Work request>
Only lines holding "Honeycutt" are wanted; copy each of them from the records below.

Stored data
· · · · · · ·
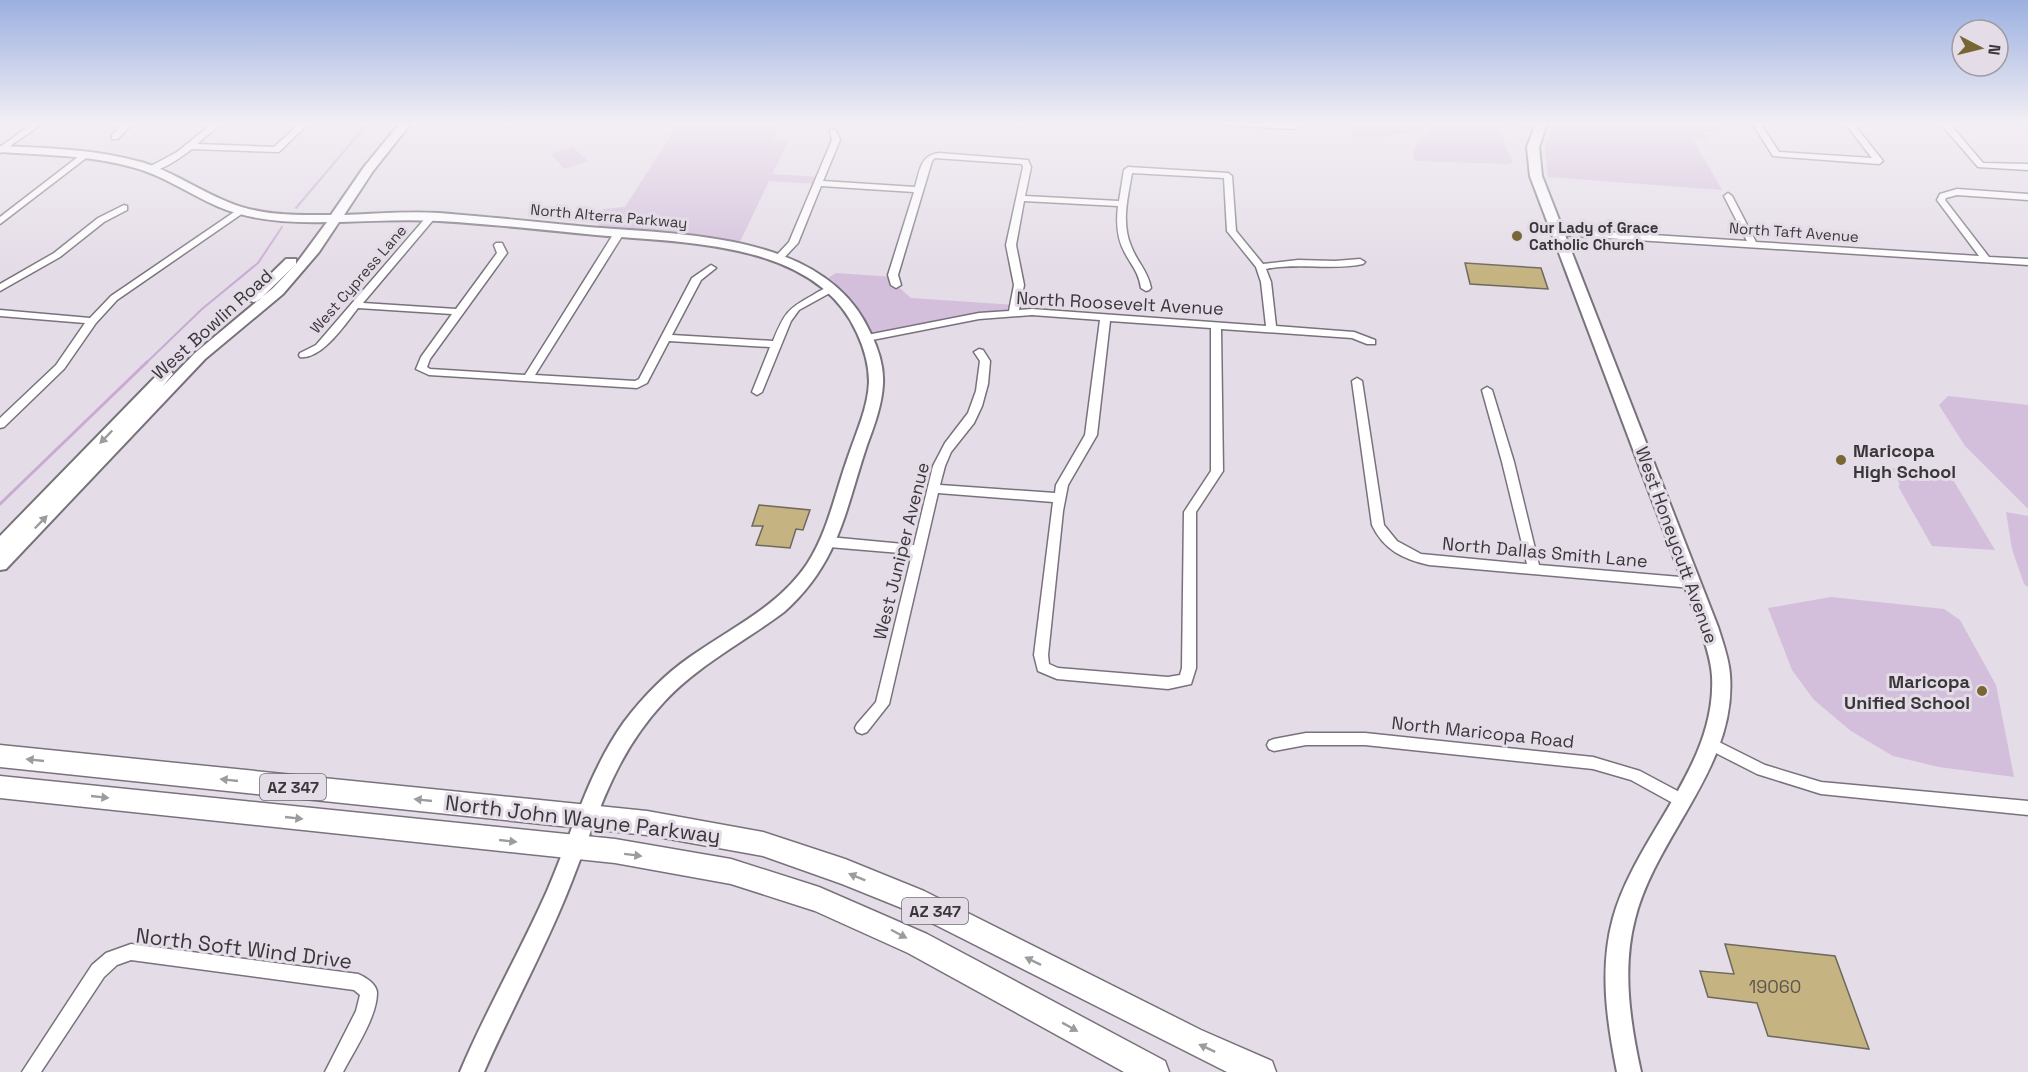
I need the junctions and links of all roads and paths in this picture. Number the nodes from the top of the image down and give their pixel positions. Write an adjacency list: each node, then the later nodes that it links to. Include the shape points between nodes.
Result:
1 (63, 173): 21 (street)
2 (161, 173): 18 (street, North Alterra Parkway)
3 (354, 173): 19 (street, West Bowlin Road)
4 (365, 173): 19 (street, West Bowlin Road)
5 (822, 173): 11 (street)
6 (924, 173): 12 (street)
7 (1027, 173): 15 (street)
8 (1128, 173): 16 (street)
9 (1178, 173): 30 (street, via 1228,176 1232,231)
10 (1536, 173): 22 (street, West Honeycutt Avenue)
11 (818, 183): 12 (street); 26 (street, via 792,243)
12 (919, 190): 32 (street, via 892,275)
13 (1728, 196): 24 (street)
14 (2028, 197): 27 (street, via 1948,193 1941,200)
15 (1021, 198): 16 (street); 38 (street, via 1011,245 1019,285)
16 (1124, 204): 34 (street, via 1121,230 1126,248 1145,273)
17 (124, 208): 33 (street, via 101,220 57,255)
18 (240, 211): 19 (street, North Alterra Parkway, via 281,217); 41 (street, via 131,285)
19 (329, 217): 20 (street, North Alterra Parkway); 58 (street, West Bowlin Road, one-way to 58, via 285,268 177,364); 60 (street, West Bowlin Road, one-way to 19, via 200,356 278,291 315,249)
20 (431, 217): 23 (street, North Alterra Parkway); 36 (street, West Cypress Lane)
21 (0, 221)
22 (1559, 232): 24 (street, North Taft Avenue); 62 (street, West Honeycutt Avenue)
23 (619, 233): 26 (street, North Alterra Parkway, via 723,244); 50 (street)
24 (1753, 244): 27 (street, North Taft Avenue)
25 (499, 245): 37 (street, via 502,253)
26 (779, 258): 35 (street, North Alterra Parkway)
27 (1986, 259): 29 (street, North Taft Avenue)
28 (1360, 262): 30 (street, via 1283,262)
29 (2028, 262)
30 (1261, 267): 43 (street)
31 (711, 268): 44 (street, via 697,278)
32 (896, 285)
33 (0, 288)
34 (1146, 288)
35 (832, 289): 45 (street, North Alterra Parkway, via 859,321); 47 (street, via 796,308)
36 (356, 305): 37 (street); 49 (street, West Cypress Lane, via 320,347)
37 (460, 312): 50 (street, via 421,369)
38 (1014, 312): 40 (street, North Roosevelt Avenue); 45 (street, North Roosevelt Avenue)
39 (0, 313): 41 (street)
40 (1105, 317): 42 (street, North Roosevelt Avenue); 56 (street, via 1091,435 1062,485)
41 (92, 321): 54 (street, via 60,367)
42 (1216, 325): 43 (street, North Roosevelt Avenue); 56 (street, via 1217,471 1190,512 1186,680 1168,683 1057,673 1043,667 1041,655)
43 (1271, 329): 46 (street, North Roosevelt Avenue, via 1354,335)
44 (666, 338): 47 (street); 50 (street, via 643,381 637,385)
45 (867, 338): 57 (street, North Alterra Parkway, via 876,371 876,388)
46 (1371, 342)
47 (776, 344): 53 (street)
48 (979, 352): 55 (street, West Juniper Avenue, via 985,361 978,404 971,419 946,447)
49 (304, 355)
50 (527, 379)
51 (1357, 381): 61 (street, North Dallas Smith Lane, via 1378,525 1386,540 1398,549 1429,560)
52 (1487, 390): 61 (street)
53 (757, 392)
54 (0, 424)
55 (934, 489): 56 (street); 59 (street, West Juniper Avenue)
56 (1060, 498)
57 (829, 542): 59 (street); 70 (street, North Alterra Parkway, via 792,595 680,674 649,706 616,750)
58 (0, 546)
59 (919, 550): 63 (street, West Juniper Avenue, via 882,704)
60 (0, 564)
61 (1534, 569): 62 (street, North Dallas Smith Lane)
62 (1692, 583): 64 (street, West Honeycutt Avenue, via 1709,627 1721,679 1720,707)
63 (862, 728)
64 (1711, 744): 68 (street, West Honeycutt Avenue); 69 (street, via 1762,770 1821,788)
65 (1274, 745): 68 (street, North Maricopa Road, via 1306,739 1365,739 1593,763 1635,775)
66 (0, 756): 70 (highway, North John Wayne Parkway / AZ 347, one-way to 66)
67 (0, 787): 71 (highway, North John Wayne Parkway / AZ 347, one-way to 71)
68 (1680, 800): 77 (street, West Honeycutt Avenue, via 1638,878 1624,917 1617,989)
69 (2028, 808)
70 (586, 816): 71 (street, North Alterra Parkway); 76 (highway, North John Wayne Parkway / AZ 347, one-way to 70, via 1191,1041 915,900 845,872 763,844 678,827)
71 (574, 848): 74 (street, North Alterra Parkway, via 554,900); 75 (highway, North John Wayne Parkway / AZ 347, one-way to 75, via 695,864 808,895 892,930)
72 (31, 1072): 73 (street, North Soft Wind Drive, via 98,971 112,959 131,952 358,982 369,992 364,1013)
73 (334, 1072)
74 (472, 1072)
75 (1154, 1072)
76 (1261, 1072)
77 (1629, 1072)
· · · · · · ·
Output for this task>
10 (1536, 173): 22 (street, West Honeycutt Avenue)
22 (1559, 232): 24 (street, North Taft Avenue); 62 (street, West Honeycutt Avenue)
62 (1692, 583): 64 (street, West Honeycutt Avenue, via 1709,627 1721,679 1720,707)
64 (1711, 744): 68 (street, West Honeycutt Avenue); 69 (street, via 1762,770 1821,788)
68 (1680, 800): 77 (street, West Honeycutt Avenue, via 1638,878 1624,917 1617,989)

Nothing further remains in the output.